Best Practices for Monitoring Digital Customer Experience

Overview

More and more companies now interact with their customers largely via digital channels, making the digital customer experience (DCX) they provide a critical component of business success. The New Relic platform is designed to help development and operations teams monitor the health of your technology stack, quickly troubleshoot any issues identified, and share key metrics of your digital business with a broader team of stakeholders.

In this guide, you’ll learn best practices for optimizing the DCX of your websites and mobile apps as well as for improving their underlying services and infrastructure.

To begin, it’s important to measure the service-level quality of your digital experiences across three dimensions:

Availability: Is it up and running?
Functionality: Is it working right?
Speed: Is it working fast enough?

This creates a framework to improve the digital customer experience through the different layers of your technology stack.

Section 1. Digital customer experience monitoring in practice

Visibility across your full stack

The New Relic platform is designed to provide visibility through all the different parts of the technology stack to help you quickly troubleshoot any issues that may be degrading the digital experience for your customers.

That’s important, because your customers have no sense of whether it’s the frontend, backend, infrastructure, or third party causing an issue—they simply suffer from a substandard experience.

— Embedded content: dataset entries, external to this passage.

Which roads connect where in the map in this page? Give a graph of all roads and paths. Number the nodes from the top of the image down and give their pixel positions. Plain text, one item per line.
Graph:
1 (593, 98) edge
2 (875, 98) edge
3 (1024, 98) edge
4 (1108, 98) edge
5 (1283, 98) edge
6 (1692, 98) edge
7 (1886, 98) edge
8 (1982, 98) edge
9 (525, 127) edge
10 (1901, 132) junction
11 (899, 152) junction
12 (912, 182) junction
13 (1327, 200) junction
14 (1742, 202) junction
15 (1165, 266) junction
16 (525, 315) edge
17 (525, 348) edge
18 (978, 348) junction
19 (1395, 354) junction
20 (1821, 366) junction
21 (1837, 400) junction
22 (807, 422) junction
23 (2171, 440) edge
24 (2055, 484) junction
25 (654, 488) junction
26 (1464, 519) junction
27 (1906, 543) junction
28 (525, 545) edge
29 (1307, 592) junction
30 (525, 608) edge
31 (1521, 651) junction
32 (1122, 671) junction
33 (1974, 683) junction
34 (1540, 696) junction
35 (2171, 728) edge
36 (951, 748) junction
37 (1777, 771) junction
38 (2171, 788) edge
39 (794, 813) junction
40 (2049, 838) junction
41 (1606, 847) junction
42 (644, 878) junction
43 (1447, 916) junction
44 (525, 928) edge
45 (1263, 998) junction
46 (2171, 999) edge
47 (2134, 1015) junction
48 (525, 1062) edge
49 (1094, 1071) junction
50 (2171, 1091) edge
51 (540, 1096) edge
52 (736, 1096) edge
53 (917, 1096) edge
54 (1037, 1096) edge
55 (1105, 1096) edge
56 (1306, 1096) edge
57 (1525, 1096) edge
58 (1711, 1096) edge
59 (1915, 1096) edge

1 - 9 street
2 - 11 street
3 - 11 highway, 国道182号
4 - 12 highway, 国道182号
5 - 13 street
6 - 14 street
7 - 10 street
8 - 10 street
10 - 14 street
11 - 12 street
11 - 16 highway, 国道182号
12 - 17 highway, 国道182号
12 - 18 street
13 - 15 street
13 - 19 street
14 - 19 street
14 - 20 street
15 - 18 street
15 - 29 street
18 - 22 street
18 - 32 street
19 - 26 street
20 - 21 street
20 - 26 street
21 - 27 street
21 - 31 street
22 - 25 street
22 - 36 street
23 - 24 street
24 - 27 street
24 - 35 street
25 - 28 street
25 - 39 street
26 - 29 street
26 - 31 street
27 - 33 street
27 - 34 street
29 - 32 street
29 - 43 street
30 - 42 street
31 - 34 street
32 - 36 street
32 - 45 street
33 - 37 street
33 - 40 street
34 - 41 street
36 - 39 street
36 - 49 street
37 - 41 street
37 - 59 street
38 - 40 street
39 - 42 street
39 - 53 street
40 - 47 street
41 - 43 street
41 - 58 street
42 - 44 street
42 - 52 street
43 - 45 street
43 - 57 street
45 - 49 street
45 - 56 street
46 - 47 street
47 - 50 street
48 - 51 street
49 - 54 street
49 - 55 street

No matter the cause, the dissatisfaction generated by these disappointing experiences reflects poorly on your business.

Starting with your user experience

Given that the customer is the center of the experience, let’s start with understanding the technology layer closest to the customer: the website frontend or native mobile app itself. We’ll address websites and mobile apps separately because they have slightly different characteristics.

The website experience

Let’s run through some of the key health metrics and features that New Relic offers to track the quality of your website’s digital customer experience.

Availability: If your site is completely down, then functionality and speed have little meaning. That means the first goal is simply to verify your website is accessible:

Check browser throughput. When you suspect something has gone wrong, the best test for overall application health is your throughput. Looking at your actual user traffic in New Relic Browser can reveal whether your customers are engaging with your site in real time. If this traffic has dropped off, it could mean users aren’t able to reach your website at all, possibly due to a DNS or routing issue, or that they’ve navigated away from your site completely in frustration. An unexpected dip in throughput is often a sign that there’s an issue to troubleshoot.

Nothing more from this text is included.